Description of the task:
Without changing a word, copy every line of the listing below and leave out the images.

Stored data:
-=-=-=-=-

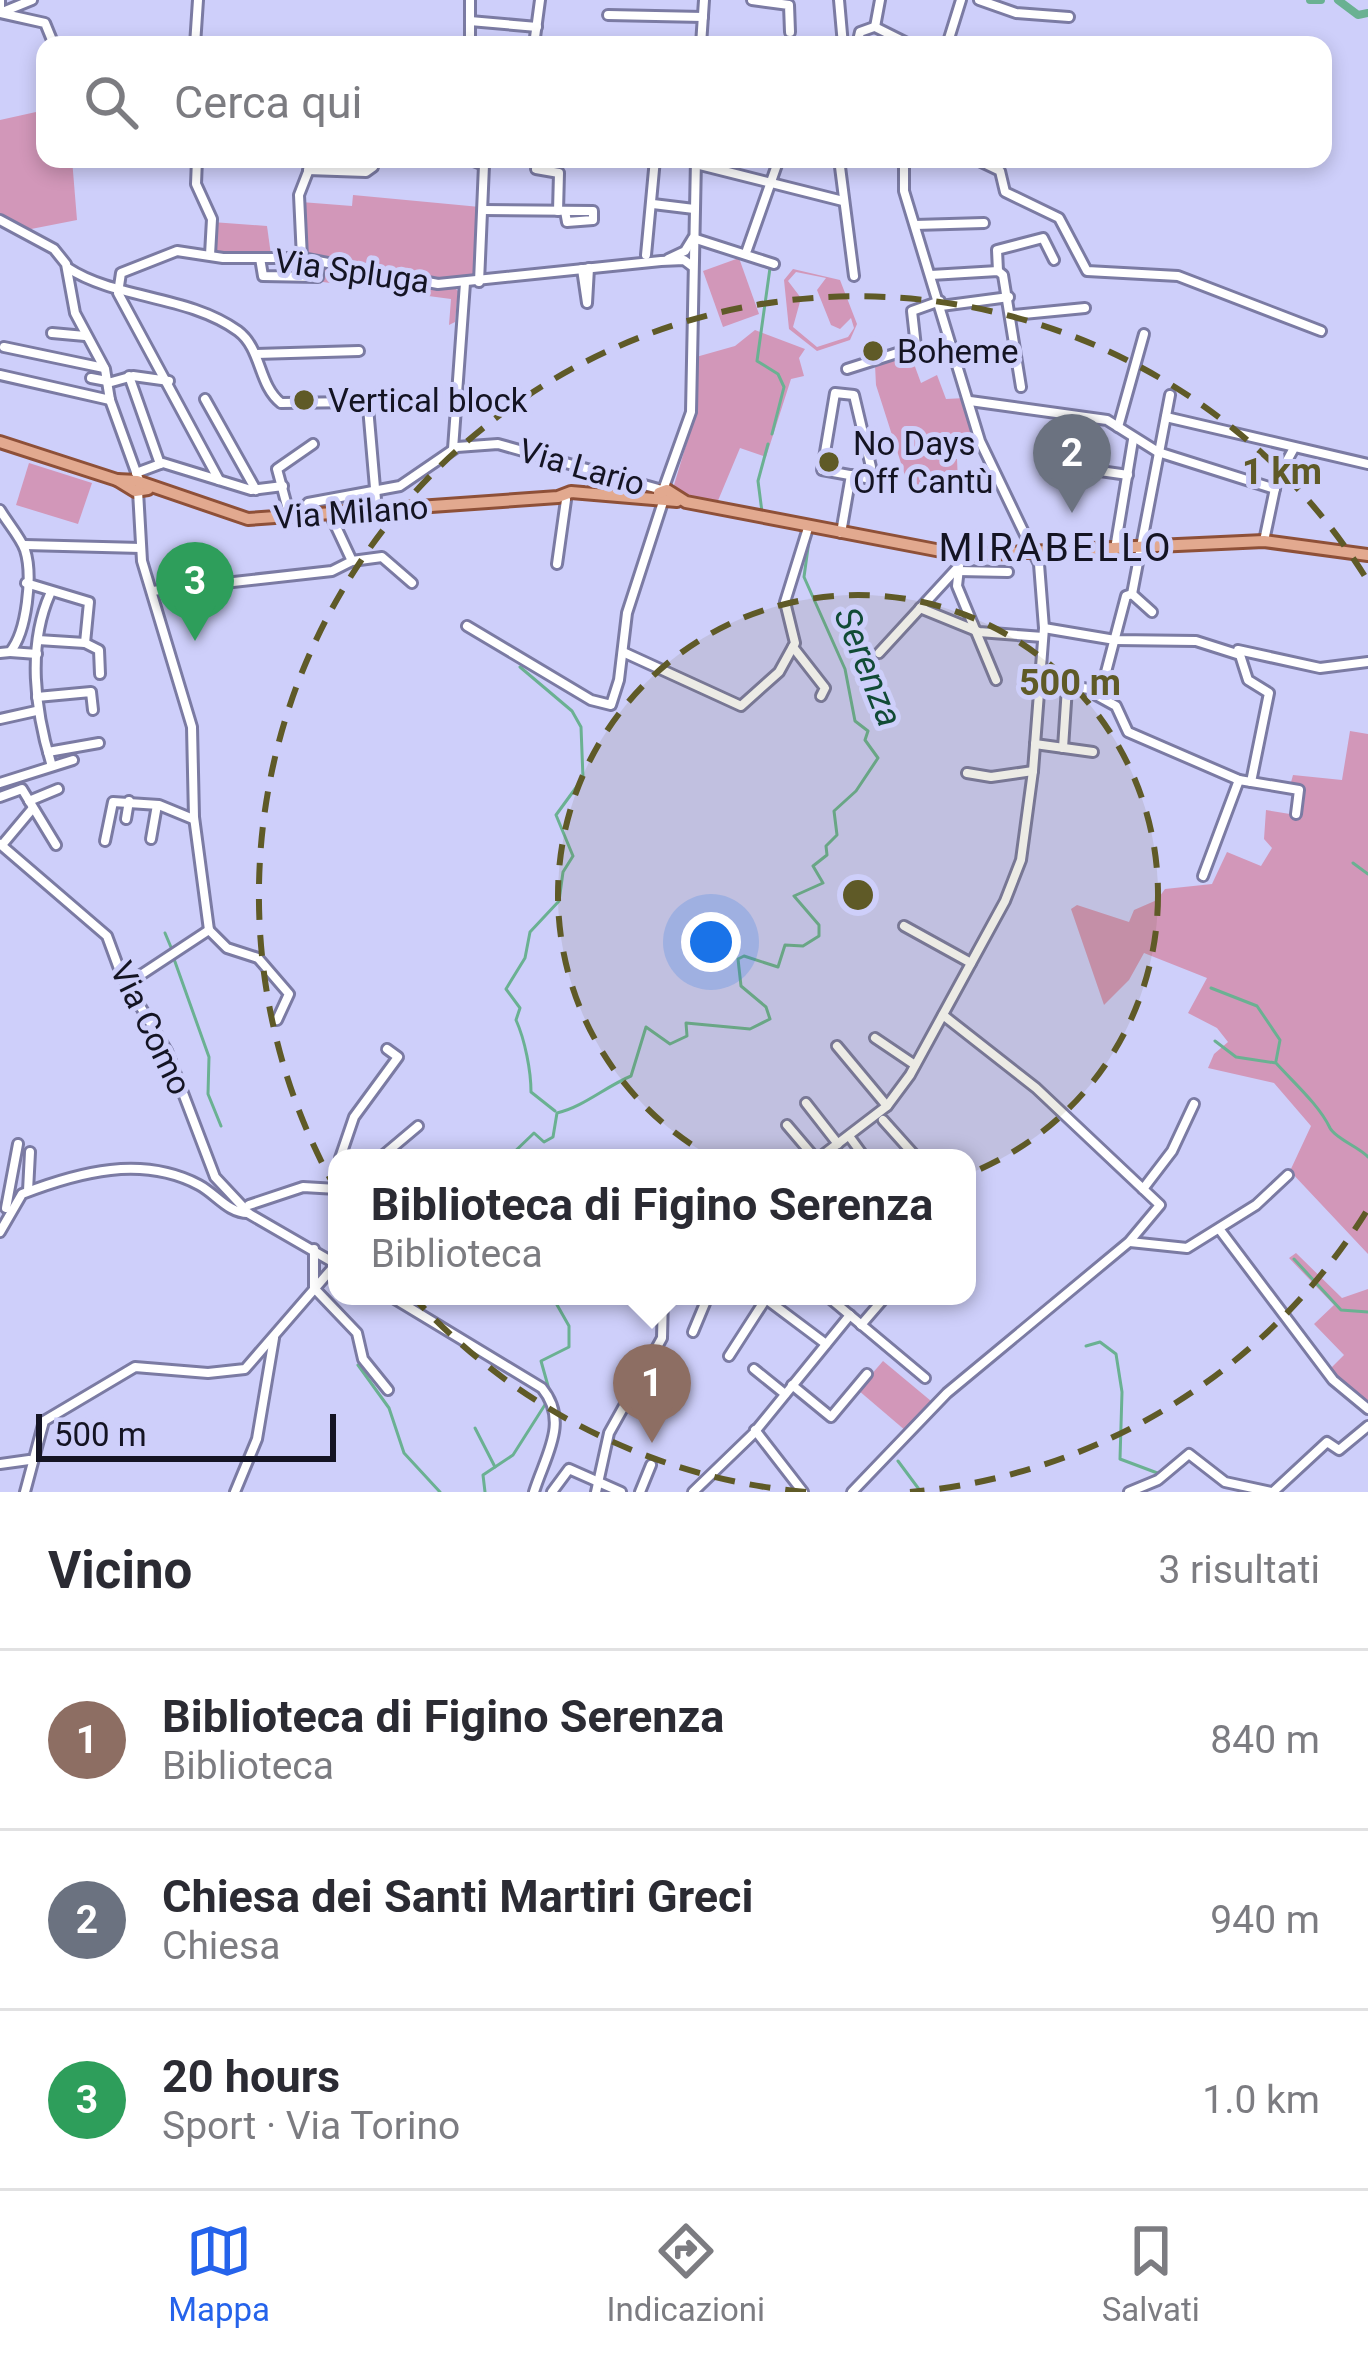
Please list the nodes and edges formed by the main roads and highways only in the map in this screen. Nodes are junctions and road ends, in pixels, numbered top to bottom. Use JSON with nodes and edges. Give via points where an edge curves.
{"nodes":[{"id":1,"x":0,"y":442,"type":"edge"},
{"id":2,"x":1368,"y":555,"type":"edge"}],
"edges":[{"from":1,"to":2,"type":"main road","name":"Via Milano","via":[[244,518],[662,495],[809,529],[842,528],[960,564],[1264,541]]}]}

-=-=-=-=-

The answer:
Please list the nodes and edges formed by the main roads and highways only in the map in this screen. Nodes are junctions and road ends, in pixels, numbered top to bottom. Use JSON with nodes and edges. Give via points where an edge curves.
{"nodes":[{"id":1,"x":0,"y":442,"type":"edge"},
{"id":2,"x":1368,"y":555,"type":"edge"}],
"edges":[{"from":1,"to":2,"type":"main road","name":"Via Milano","via":[[244,518],[662,495],[809,529],[842,528],[960,564],[1264,541]]}]}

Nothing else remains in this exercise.